[Extracted information]
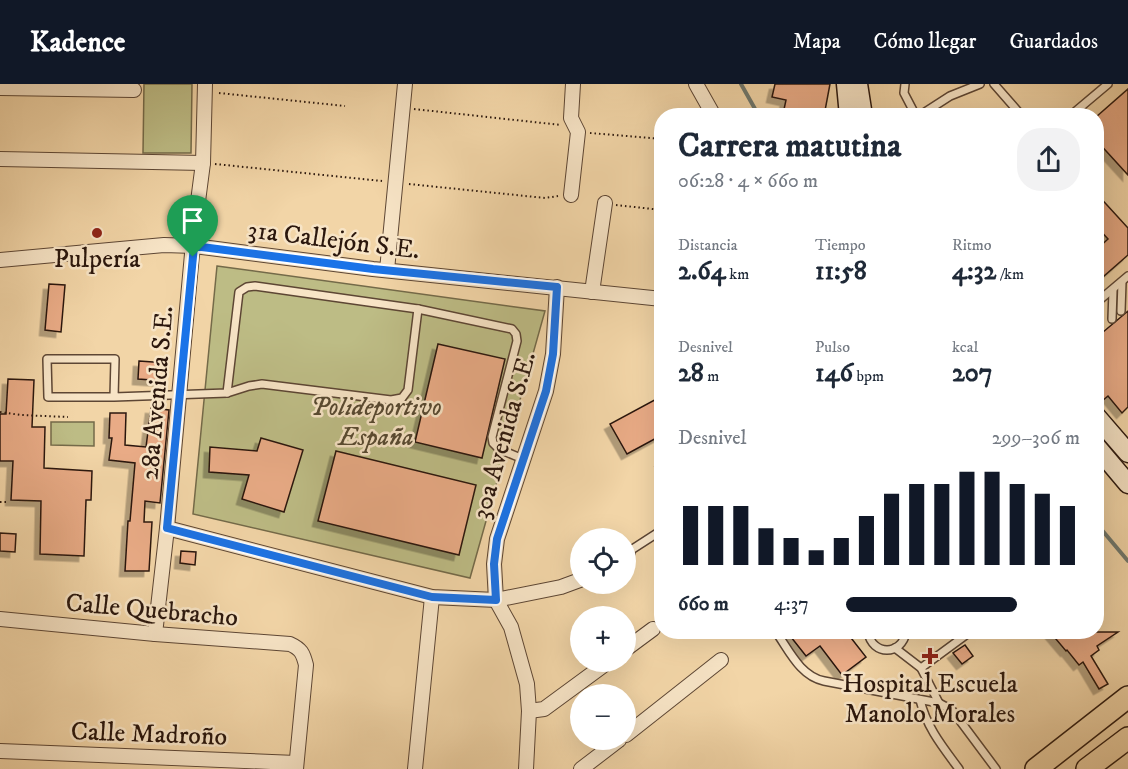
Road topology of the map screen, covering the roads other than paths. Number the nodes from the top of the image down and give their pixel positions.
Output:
1 (405, 84) edge
2 (573, 84) edge
3 (696, 84) edge
4 (846, 84) edge
5 (858, 84) edge
6 (905, 84) edge
7 (980, 84) edge
8 (994, 84) edge
9 (1108, 84) edge
10 (0, 88) edge
11 (205, 88) edge
12 (135, 90) dead end
13 (710, 108) edge
14 (856, 108) edge
15 (859, 108) edge
16 (912, 108) edge
17 (930, 108) edge
18 (1015, 108) edge
19 (1080, 108) edge
20 (0, 159) edge
21 (203, 163) junction
22 (571, 195) dead end
23 (605, 203) dead end
24 (194, 246) junction
25 (0, 260) edge
26 (387, 270) junction
27 (1125, 279) edge
28 (557, 287) junction
29 (1113, 290) junction
30 (592, 292) junction
31 (1104, 297) edge
32 (654, 298) edge
33 (418, 309) junction
34 (1121, 311) dead end
35 (1112, 319) dead end
36 (227, 393) junction
37 (180, 394) junction
38 (114, 396) junction
39 (1104, 424) edge
40 (1126, 446) edge
41 (1104, 450) edge
42 (1104, 455) edge
43 (524, 459) junction
44 (1128, 484) edge
45 (167, 528) junction
46 (654, 535) edge
47 (636, 547) edge
48 (570, 584) edge
49 (432, 597) junction
50 (496, 600) junction
51 (0, 619) edge
52 (653, 629) dead end
53 (156, 634) junction
54 (781, 639) edge
55 (870, 639) edge
56 (904, 639) edge
57 (960, 639) edge
58 (636, 642) edge
59 (895, 648) junction
60 (722, 660) dead end
61 (921, 668) junction
62 (594, 672) edge
63 (1128, 697) edge
64 (920, 700) junction
65 (939, 703) junction
66 (529, 711) junction
67 (636, 727) edge
68 (1128, 738) edge
69 (606, 750) edge
70 (0, 752) edge
71 (296, 766) edge
72 (415, 769) edge
73 (526, 769) edge
74 (581, 769) edge
75 (959, 769) edge
76 (996, 769) edge
77 (1036, 769) edge
78 (1087, 769) edge

1 - 26 street
2 - 22 street
3 - 13 street
4 - 14 main road
5 - 15 main road
6 - 16 lane
7 - 17 lane
8 - 18 lane
9 - 19 lane
10 - 12 street
11 - 21 street, 28a Avenida S.E.
20 - 21 street
21 - 24 street, 28a Avenida S.E.
23 - 30 street
24 - 25 street, 31a Callejón S.E.
24 - 26 street, 31a Callejón S.E.
24 - 37 street, 28a Avenida S.E.
26 - 28 street, 31a Callejón S.E.
27 - 29 lane
27 - 34 lane
28 - 30 street, 31a Callejón S.E.
28 - 43 street, 30a Avenida S.E.
29 - 31 lane
29 - 35 lane
30 - 32 street, 31a Callejón S.E.
33 - 36 lane
33 - 36 lane
33 - 43 lane
36 - 37 lane
37 - 38 lane
37 - 45 street, 28a Avenida S.E.
38 - 38 lane
39 - 40 main road
40 - 41 lane
42 - 44 main road
43 - 50 street, 30a Avenida S.E.
45 - 49 street
45 - 53 street, 28a Avenida S.E.
46 - 47 lane
48 - 50 street
49 - 50 street
49 - 72 street
50 - 66 street, 30a Avenida S.E.
51 - 53 street, Calle Quebracho
52 - 58 street
53 - 71 street, Calle Quebracho
54 - 64 lane
55 - 59 lane
56 - 59 lane
57 - 61 lane
59 - 61 lane
60 - 67 street
61 - 65 lane
62 - 66 street
63 - 77 main road
64 - 65 lane
64 - 75 lane
65 - 76 lane
66 - 73 street, 30a Avenida S.E.
68 - 78 main road
69 - 74 street
70 - 71 street, Calle Madroño

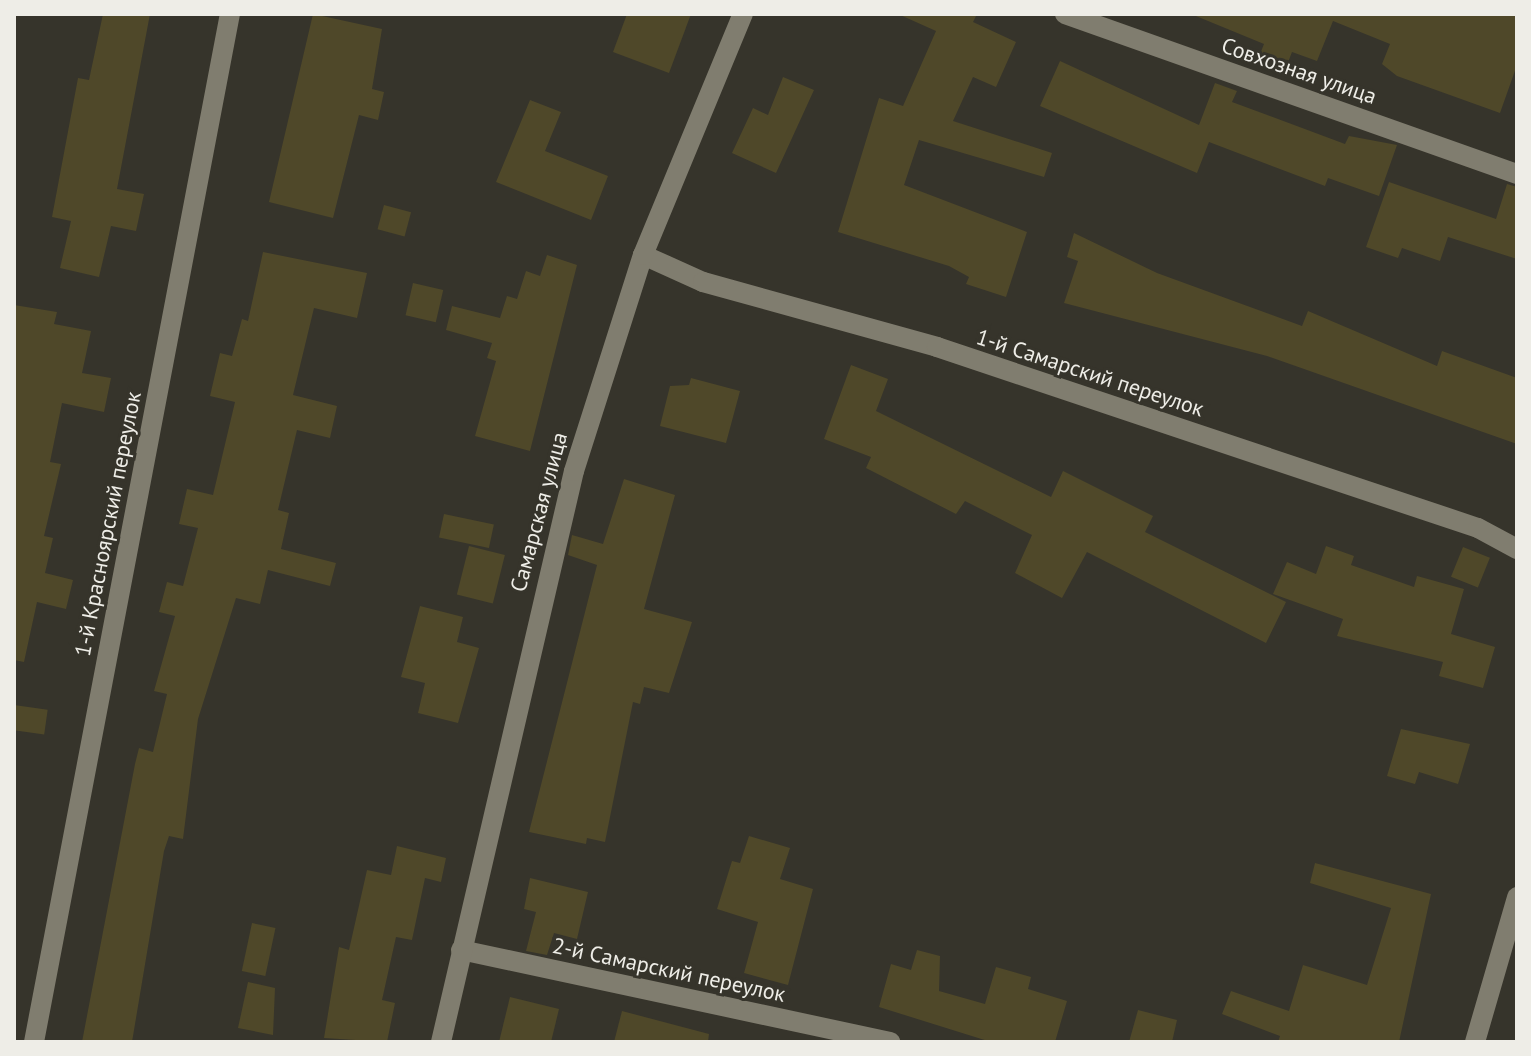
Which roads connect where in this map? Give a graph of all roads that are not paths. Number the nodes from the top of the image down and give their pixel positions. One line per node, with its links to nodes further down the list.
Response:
1 (230, 14): 10 (street, 1-й Красноярский переулок)
2 (743, 14): 5 (street, Самарская улица)
3 (1065, 14): 4 (street, Совхозная улица)
4 (1517, 174)
5 (643, 255): 6 (street, 1-й Самарский переулок); 8 (street, Самарская улица)
6 (1517, 549)
7 (1517, 897): 13 (street)
8 (461, 950): 9 (street, 2-й Самарский переулок); 11 (street, Самарская улица)
9 (867, 1039): 12 (street, 2-й Самарский переулок)
10 (34, 1042)
11 (441, 1042)
12 (890, 1042)
13 (1475, 1042)

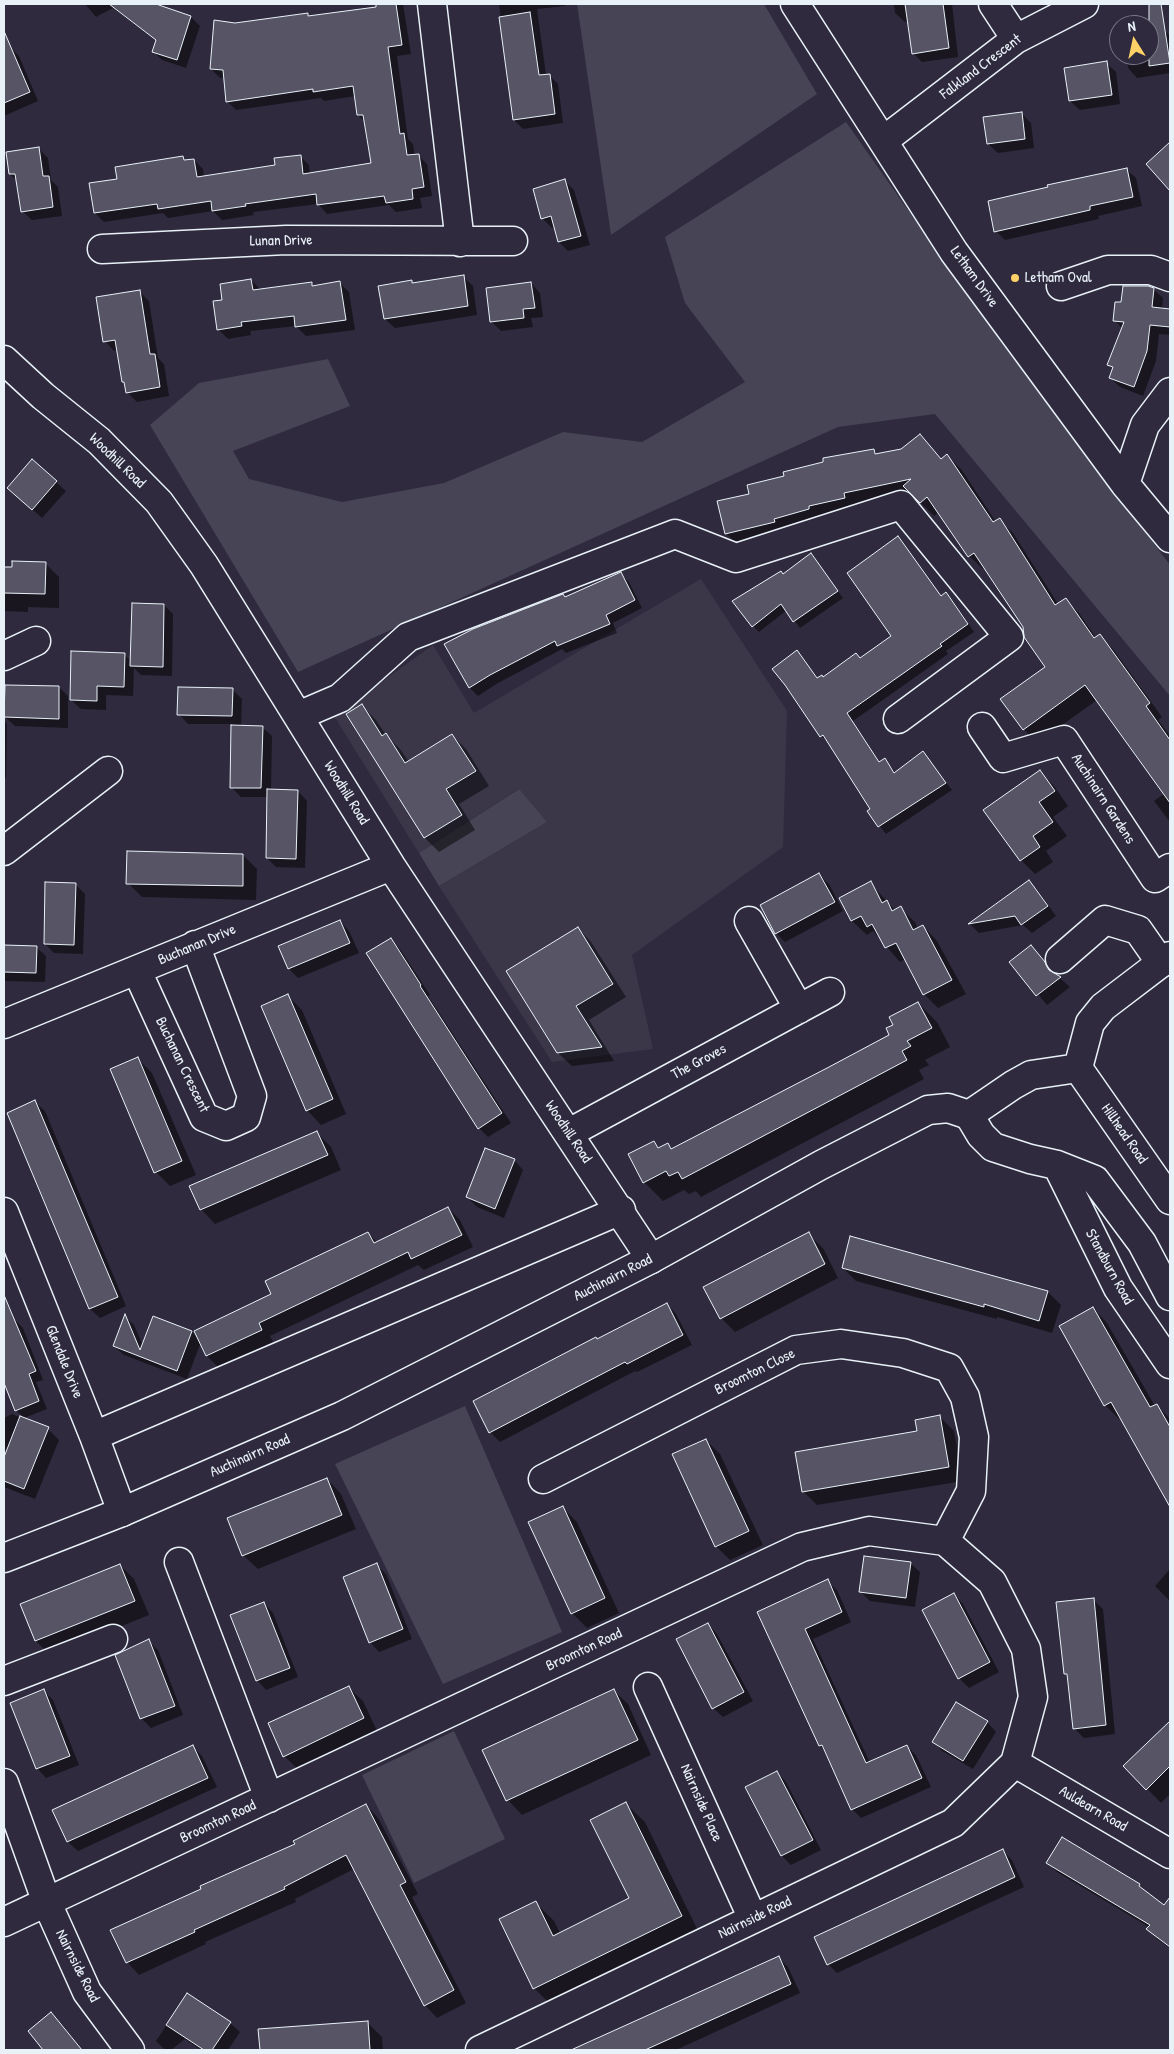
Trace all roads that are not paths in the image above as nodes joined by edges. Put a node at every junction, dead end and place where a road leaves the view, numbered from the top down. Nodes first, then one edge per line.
1 (432, 4) edge
2 (795, 4) edge
3 (993, 4) edge
4 (1084, 4) edge
5 (1016, 39) junction
6 (883, 141) junction
7 (513, 241) dead end
8 (460, 242) junction
9 (102, 249) dead end
10 (1170, 277) edge
11 (1061, 286) dead end
12 (4, 360) edge
13 (1170, 392) edge
14 (1125, 484) junction
15 (1170, 538) edge
16 (36, 641) dead end
17 (4, 656) edge
18 (298, 716) junction
19 (898, 719) dead end
20 (982, 727) dead end
21 (108, 771) dead end
22 (4, 851) edge
23 (391, 866) junction
24 (1170, 868) edge
25 (749, 921) dead end
26 (195, 945) junction
27 (1060, 959) dead end
28 (1166, 959) edge
29 (137, 971) junction
30 (830, 992) dead end
31 (799, 1009) junction
32 (4, 1024) edge
33 (1078, 1068) junction
34 (969, 1115) junction
35 (569, 1133) junction
36 (1057, 1165) junction
37 (1170, 1200) edge
38 (621, 1210) junction
39 (4, 1212) edge
40 (651, 1259) junction
41 (1170, 1296) edge
42 (1170, 1364) edge
43 (94, 1436) junction
44 (543, 1479) dead end
45 (122, 1512) junction
46 (945, 1541) junction
47 (4, 1558) edge
48 (179, 1562) dead end
49 (113, 1639) dead end
50 (4, 1681) edge
51 (648, 1687) dead end
52 (1015, 1763) junction
53 (4, 1783) edge
54 (269, 1798) junction
55 (1169, 1852) edge
56 (47, 1903) junction
57 (753, 1919) junction
58 (4, 1922) edge
59 (130, 2050) edge
60 (480, 2050) edge

1 - 8 street
2 - 6 street, Letham Drive
3 - 5 street
4 - 5 street, Falkland Crescent
5 - 6 street, Falkland Crescent
6 - 14 street, Letham Drive
7 - 8 street, Lunan Drive
8 - 9 street, Lunan Drive
10 - 11 street
12 - 18 street, Woodhill Road
13 - 14 street
14 - 15 street, Letham Drive
16 - 17 street
18 - 19 street
18 - 23 street, Woodhill Road
20 - 24 street, Auchinairn Gardens
21 - 22 street
23 - 26 street, Buchanan Drive
23 - 35 street, Woodhill Road
25 - 31 street
26 - 29 street, Buchanan Drive
26 - 29 street, Buchanan Crescent
27 - 28 street
28 - 33 street
29 - 32 street, Buchanan Drive
30 - 31 street, The Groves
31 - 35 street, The Groves
33 - 34 street
33 - 37 street, Hillhead Road
34 - 36 street
34 - 40 street, Auchinairn Road
35 - 38 street, Woodhill Road
36 - 41 street
36 - 42 street, Standburn Road
38 - 40 street, Woodhill Road
38 - 43 street
39 - 43 street, Glendale Drive
40 - 45 street, Auchinairn Road
43 - 45 street, Glendale Drive
44 - 46 street, Broomton Close
45 - 47 street, Auchinairn Road
46 - 52 street
46 - 54 street, Broomton Road
48 - 54 street
49 - 50 street
51 - 57 street, Nairnside Place
52 - 55 street, Auldearn Road
52 - 57 street, Nairnside Road
53 - 56 street, Nairnside Road
54 - 56 street, Broomton Road
56 - 58 street, Broomton Road
56 - 59 street, Nairnside Road
57 - 60 street, Nairnside Road

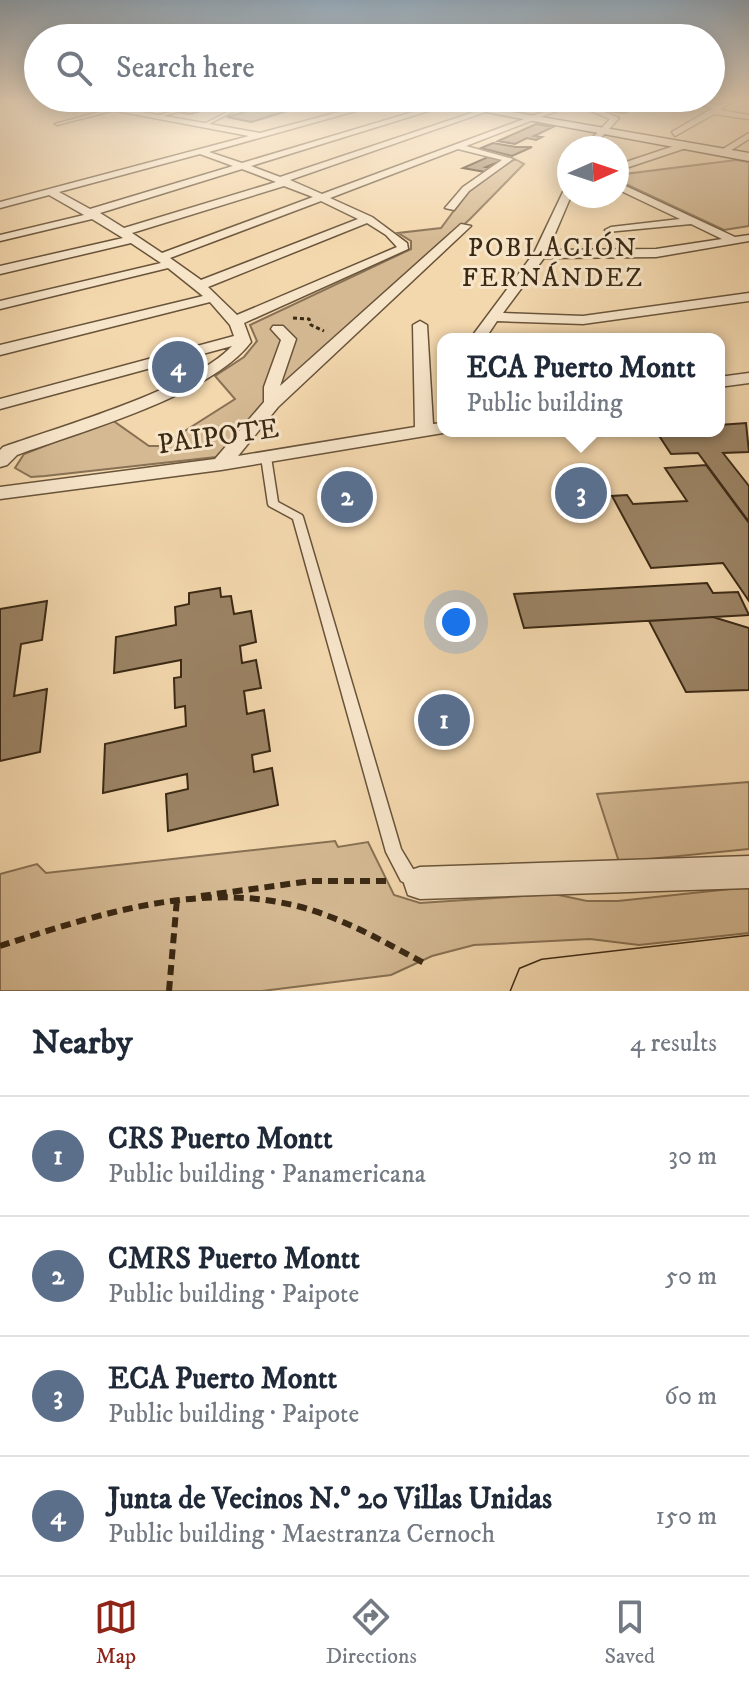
[/Extracted information]
### About this exercise
Your answer must be a copy of every line in the data above that holds the string "Auchinairn".

### Task solution
20 - 24 street, Auchinairn Gardens
34 - 40 street, Auchinairn Road
40 - 45 street, Auchinairn Road
45 - 47 street, Auchinairn Road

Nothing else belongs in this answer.